Billie became wide awake. “Nonsense!” she said sharply. “Canaries can’t talk.”

“Billie dear,” I said gently, for I was afraid of rousing her temper, which is pretty quick sometimes, “you have lived in a very quiet way, and you have traveled only from New York to Toronto. How can you know everything about canaries?”

“I used to know one in the café,” said Billie sharply, “a little green fellow with a top-knot. He died after a while. The smoke from the men’s pipes killed him.”

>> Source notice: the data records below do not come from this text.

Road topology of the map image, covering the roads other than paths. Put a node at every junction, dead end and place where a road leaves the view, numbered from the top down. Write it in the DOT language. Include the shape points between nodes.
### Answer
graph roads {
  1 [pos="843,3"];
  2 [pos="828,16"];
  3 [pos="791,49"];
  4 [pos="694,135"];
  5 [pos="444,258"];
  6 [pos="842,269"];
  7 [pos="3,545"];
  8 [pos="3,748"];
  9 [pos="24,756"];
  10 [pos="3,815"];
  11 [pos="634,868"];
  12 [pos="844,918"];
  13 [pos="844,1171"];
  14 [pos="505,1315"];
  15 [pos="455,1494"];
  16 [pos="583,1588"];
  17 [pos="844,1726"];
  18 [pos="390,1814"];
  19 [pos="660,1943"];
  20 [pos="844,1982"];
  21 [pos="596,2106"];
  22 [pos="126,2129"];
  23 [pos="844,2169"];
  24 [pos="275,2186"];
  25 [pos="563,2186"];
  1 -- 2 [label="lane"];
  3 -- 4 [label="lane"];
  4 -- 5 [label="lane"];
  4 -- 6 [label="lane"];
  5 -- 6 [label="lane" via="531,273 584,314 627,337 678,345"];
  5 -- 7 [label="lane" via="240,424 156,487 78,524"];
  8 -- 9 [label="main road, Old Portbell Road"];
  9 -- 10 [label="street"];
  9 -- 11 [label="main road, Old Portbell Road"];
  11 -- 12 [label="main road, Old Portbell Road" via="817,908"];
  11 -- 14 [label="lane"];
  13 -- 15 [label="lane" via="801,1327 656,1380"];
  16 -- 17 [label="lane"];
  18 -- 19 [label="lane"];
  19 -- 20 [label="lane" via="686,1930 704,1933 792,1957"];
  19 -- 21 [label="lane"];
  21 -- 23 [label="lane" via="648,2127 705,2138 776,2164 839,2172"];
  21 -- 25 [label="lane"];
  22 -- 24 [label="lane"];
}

“And did you know another one?”

“Yes, the grocer at the Four Corners had a yellow one, but he never talked. I mean real talk that human beings could understand. Of course, we animals have our own language that people don’t know at all. In fact, we can talk right before them, and they don’t know it.”

“Then you have known two canaries only in your life,” I said, “and yet you lay down rules about them. Do you know that there are Scotch Fancy canaries with flat snakelike heads and half circle bodies, and big English canaries, notably the Manchester Coppy?”

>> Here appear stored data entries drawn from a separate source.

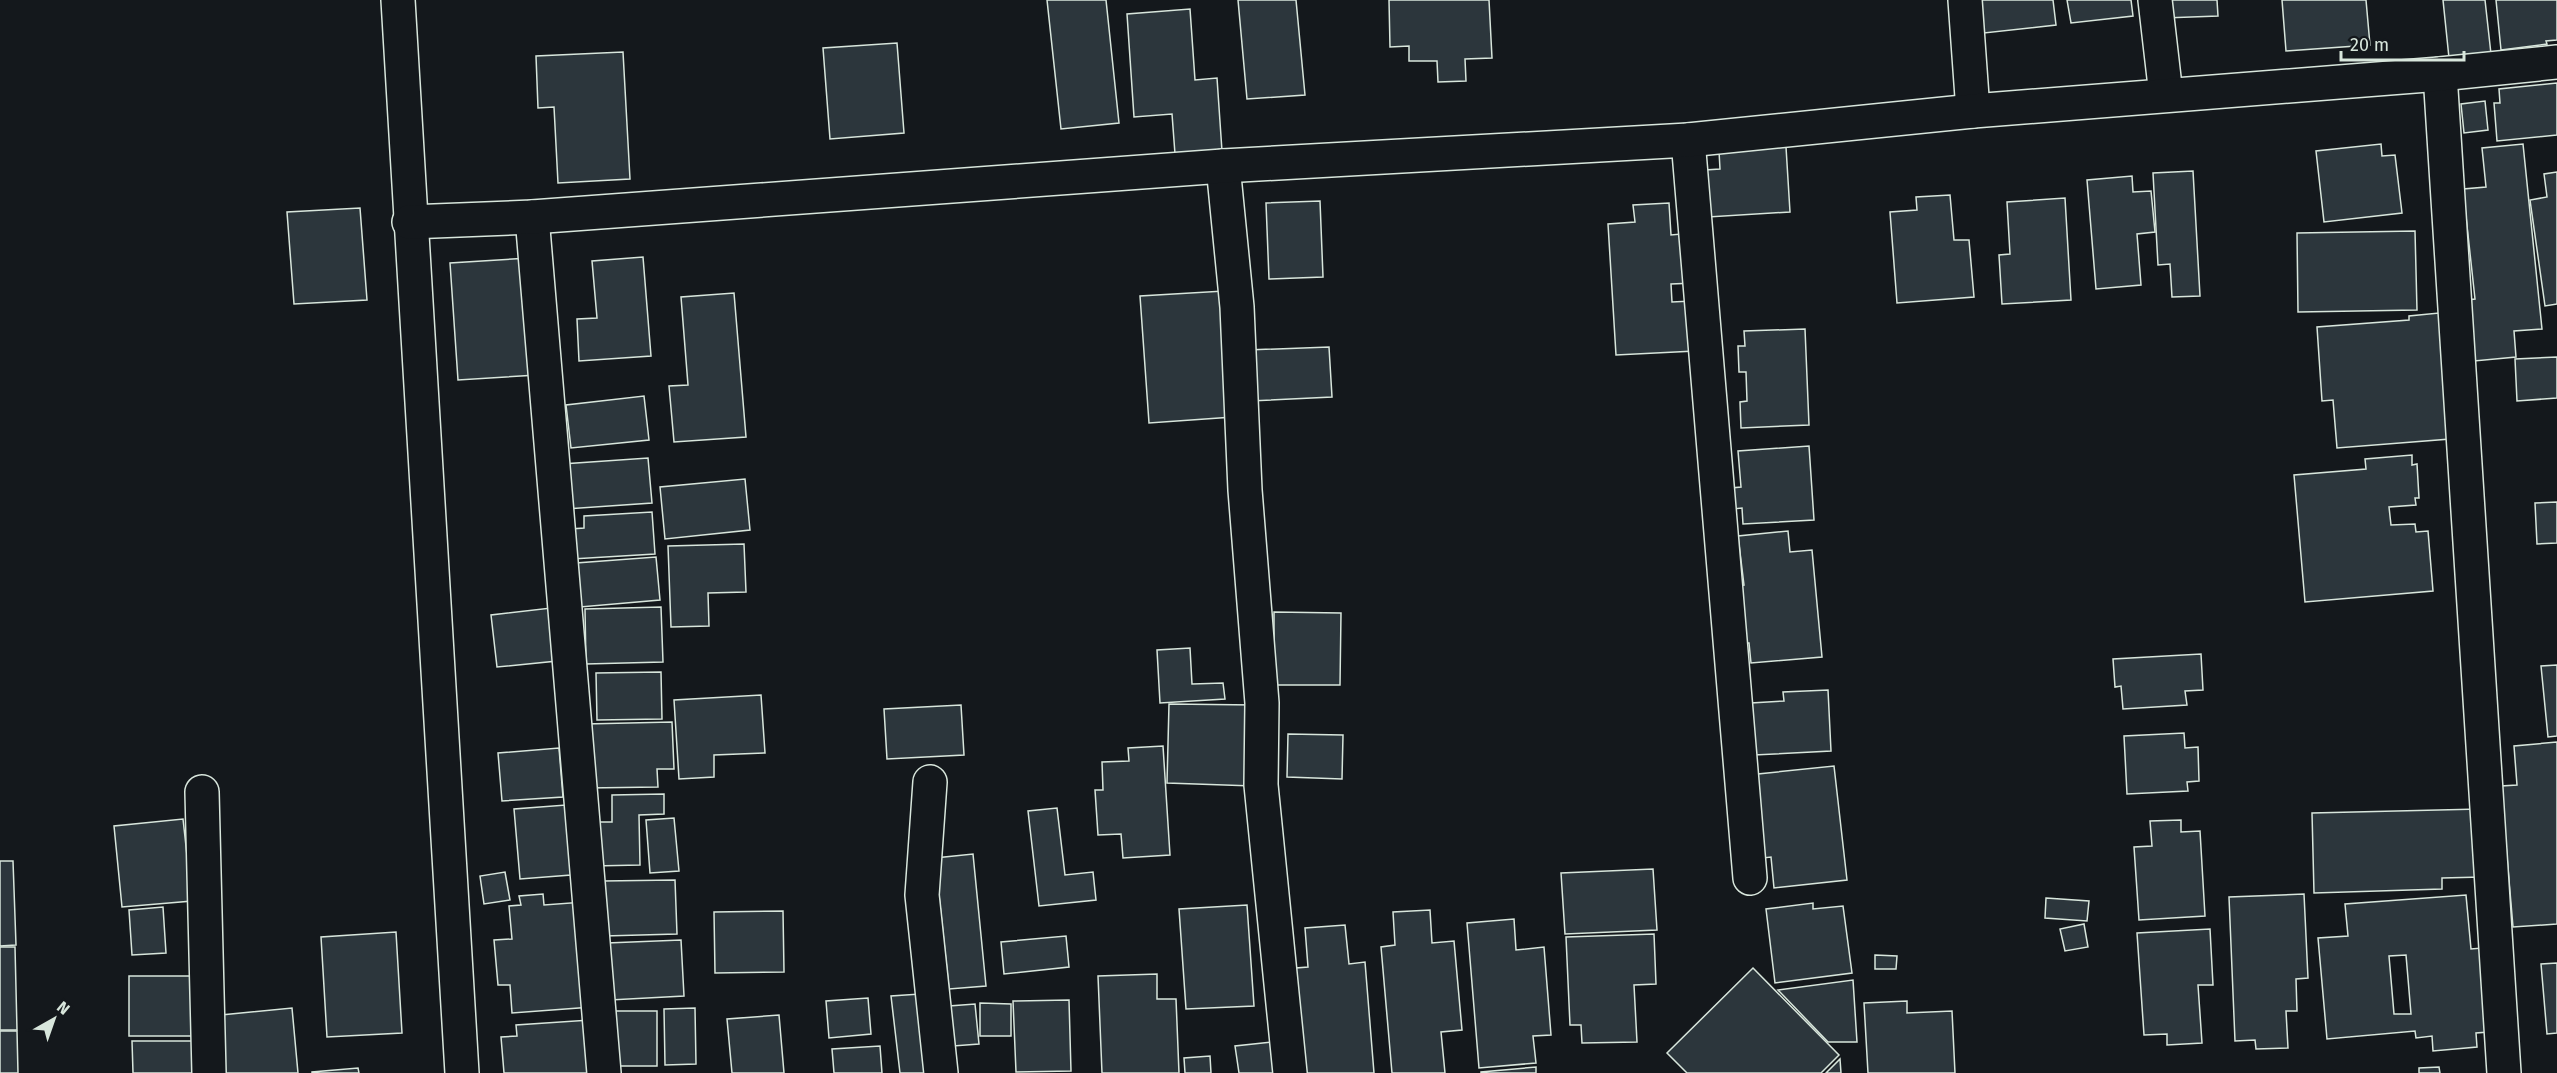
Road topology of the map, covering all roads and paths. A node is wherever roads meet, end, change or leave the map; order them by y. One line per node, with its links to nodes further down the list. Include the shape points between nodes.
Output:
1 (398, 0): 11 (street)
2 (1965, 0): 7 (street)
3 (2155, 0): 6 (street)
4 (2557, 62): 5 (street)
5 (2440, 74): 6 (street); 20 (street)
6 (2166, 95): 7 (street)
7 (1973, 111): 8 (street)
8 (1688, 140): 9 (street); 14 (street)
9 (1223, 166): 10 (street); 19 (street, via 1237,307 1245,490 1262,704 1261,784)
10 (532, 217): 11 (street); 17 (street)
11 (409, 222): 16 (street)
12 (930, 782): 18 (street, via 922,895)
13 (202, 792): 15 (street)
14 (1750, 878)
15 (209, 1073)
16 (462, 1073)
17 (604, 1073)
18 (941, 1073)
19 (1290, 1073)
20 (2504, 1073)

“What’s that?” asked Billie. “It sounds like a policeman.”

“Well, the Coppy is a policeman among canaries, for he has an enormous body, often eight inches long. His coloring is lovely, and his head most imposing. Coppy comes from crest, or copping, our Mary says. Then there are the Belgian canaries, all sharp angles. They are very sensitive birds, and their owners do not handle them, but touch them with little sticks when they wish them to step from one cage to another.”

“You’re of English descent, aren’t you?” asked Billie.

“Of mixed English and American blood. English people breed their birds for looks and coloring.”

Billie began to snicker.

I was going to be annoyed with her, then I thought, “What’s the use?” So I said quite pleasantly, “I know I’m not English in that way. I am more like a German canary. Germans don’t care how a bird looks if he sings well.”

“Is there a French canary?” inquired Billie.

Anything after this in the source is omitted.